Contributors here at SBC Voices have a couple of articles this week on the SBC and gender. These looked to me to be among the most irenic and amicable approaches possible to an issue that is important to the SBC. Elsewhere, teeth have been set on edge with more vicious and forceful discussions.
Brent Hobbs, for whom the title of this article is not written, wrote about Cooperation and Complexity on the Question of Women Preaching. His final paragraph:
This is a big, complex question. And it deserves better than the simplistic treatment it’s received recently. As Southern Baptists we are going to come up with different answers to a lot of these questions. The bigger question for us is will the fundamentalist spirit win, with some of our leaders drawing ever-narrowing circles of cooperation, or will we put down the divisiveness for unity and cooperation?
I think that the “fundamentalist spirit” will be with the SBC always but will not win. The question might be, will we see such stridency and conflict over the issue that it will significantly degrade our cooperative efforts and present us with an denominational version of a Hobbesian nightmare? We’ve slogged along all these decades with a healthy modicum of cooperation among church that disagree on a number of secondary issues and I think we will continue.
Adam Blosser had a thoughtful article on Complementarianism: Prioritizing Our Doctrinal Disagreement in which he concludes,
While we have determined in our statement of faith that we are a complementarian convention of churches, we have chosen not to narrowly define complementarianism in a way that would exclude people on either side of this present discussion. It is my hope that we will continue in that direction.
I appreciate the comity and cooperative spirit of this article but would call attention to his use of a term not in our common faith statement. “Complementarian” as a label has been serviceable all these years, though.
One notes that both of these writers are pastors, not denominational workers or scholars which causes me to invoke and slightly adjust Clemenceau: Questions of theology and practice in the SBC is far too important to be left to the scholars and denominational employees. That is, I’m interested in what Al Mohler says about women not preaching.
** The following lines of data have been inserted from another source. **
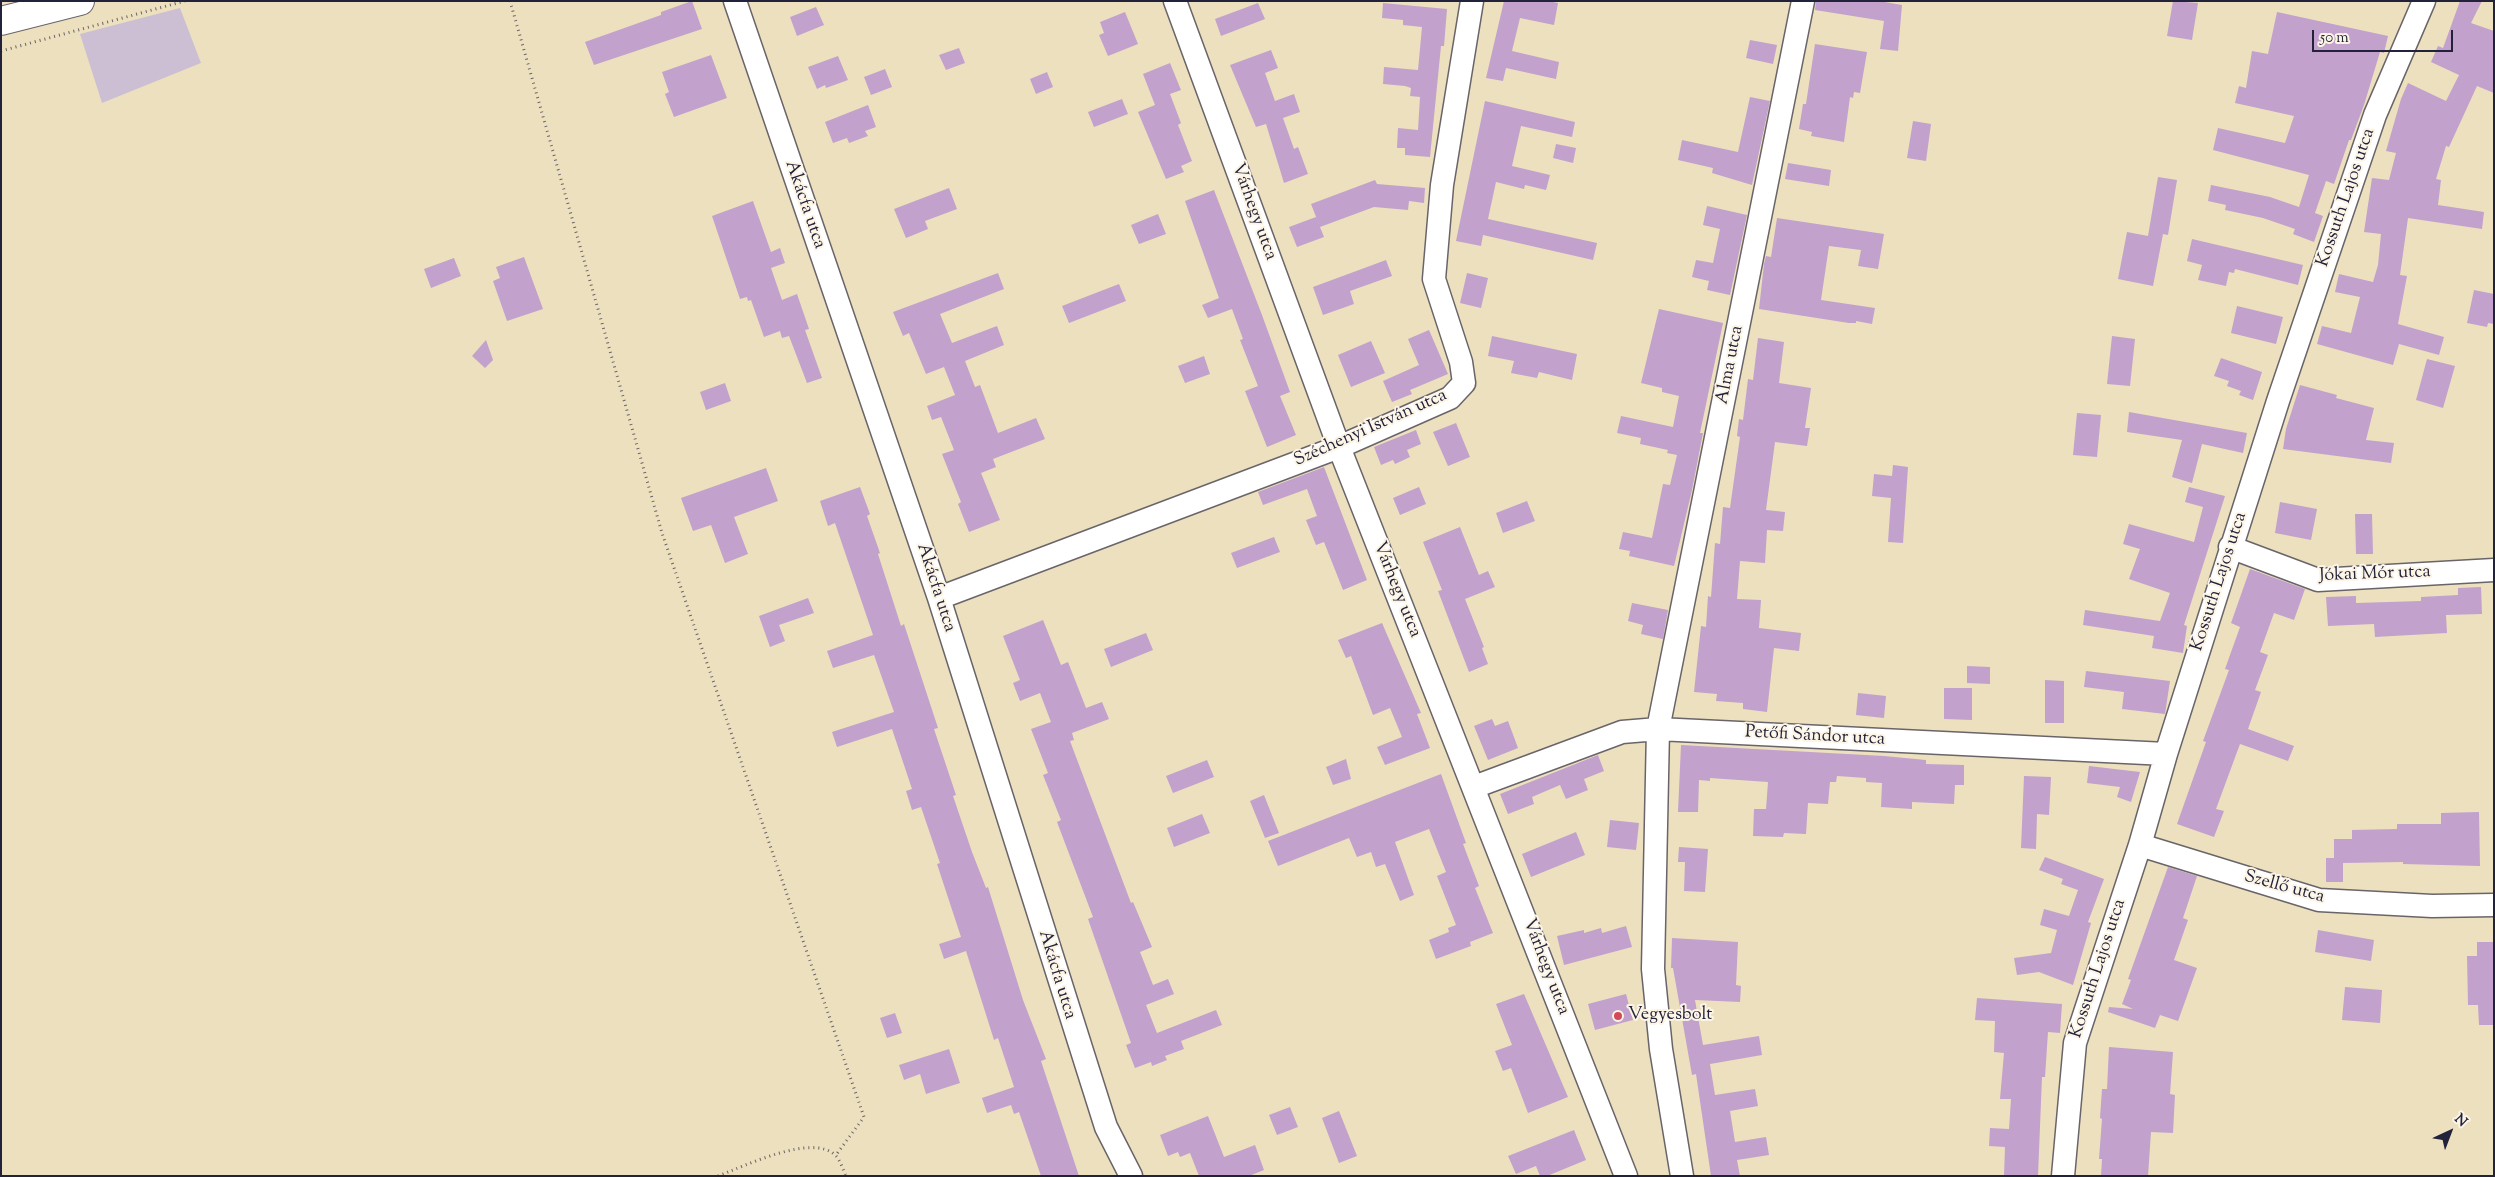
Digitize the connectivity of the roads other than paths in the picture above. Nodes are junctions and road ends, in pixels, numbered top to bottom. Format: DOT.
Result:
graph roads {
  1 [pos="80,1"];
  2 [pos="735,1"];
  3 [pos="1175,1"];
  4 [pos="1472,1"];
  5 [pos="1803,1"];
  6 [pos="2424,1"];
  7 [pos="1,21"];
  8 [pos="1339,447"];
  9 [pos="2230,547"];
  10 [pos="2494,570"];
  11 [pos="940,598"];
  12 [pos="1658,729"];
  13 [pos="2166,754"];
  14 [pos="1474,787"];
  15 [pos="2140,845"];
  16 [pos="2494,905"];
  17 [pos="1131,1176"];
  18 [pos="1626,1176"];
  19 [pos="1682,1176"];
  20 [pos="2063,1176"];
  1 -- 7 [label="street"];
  2 -- 11 [label="street, Akácfa utca"];
  3 -- 8 [label="street, Várhegy utca"];
  4 -- 8 [label="street, Széchenyi István utca"];
  5 -- 12 [label="street, Alma utca"];
  6 -- 9 [label="street, Kossuth Lajos utca"];
  8 -- 11 [label="street, Széchenyi István utca"];
  8 -- 14 [label="street, Várhegy utca"];
  9 -- 10 [label="street, Jókai Mór utca"];
  9 -- 13 [label="street, Kossuth Lajos utca"];
  11 -- 17 [label="street, Akácfa utca"];
  12 -- 13 [label="street, Petőfi Sándor utca"];
  12 -- 14 [label="street, Petőfi Sándor utca"];
  12 -- 19 [label="street"];
  13 -- 15 [label="street, Kossuth Lajos utca"];
  14 -- 18 [label="street, Várhegy utca"];
  15 -- 16 [label="street, Szellő utca"];
  15 -- 20 [label="street, Kossuth Lajos utca"];
}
I’m interested in what Owen Strahan says about us having “massive agreement” on “women not preaching to the church on Sunday.” I’m interested, less so I suppose, in what the unelected Council on Biblical Manhood and Womanhood says about this. I’m interested though not persuaded by any self-important declaration made by unelected groups which attempt to refine and define our Baptist Faith and Message Statement.
I’m more attuned to what Hobbs and Blosser say about this than any of these people on the denominational payroll. It’s too important to be left to them.
Let’s have prayerful optimism that we can avoid all nightmare scenarios and could we, Lord, borrow Lottie Moon and Bertha Smith from heaven – just for one day, a Sunday?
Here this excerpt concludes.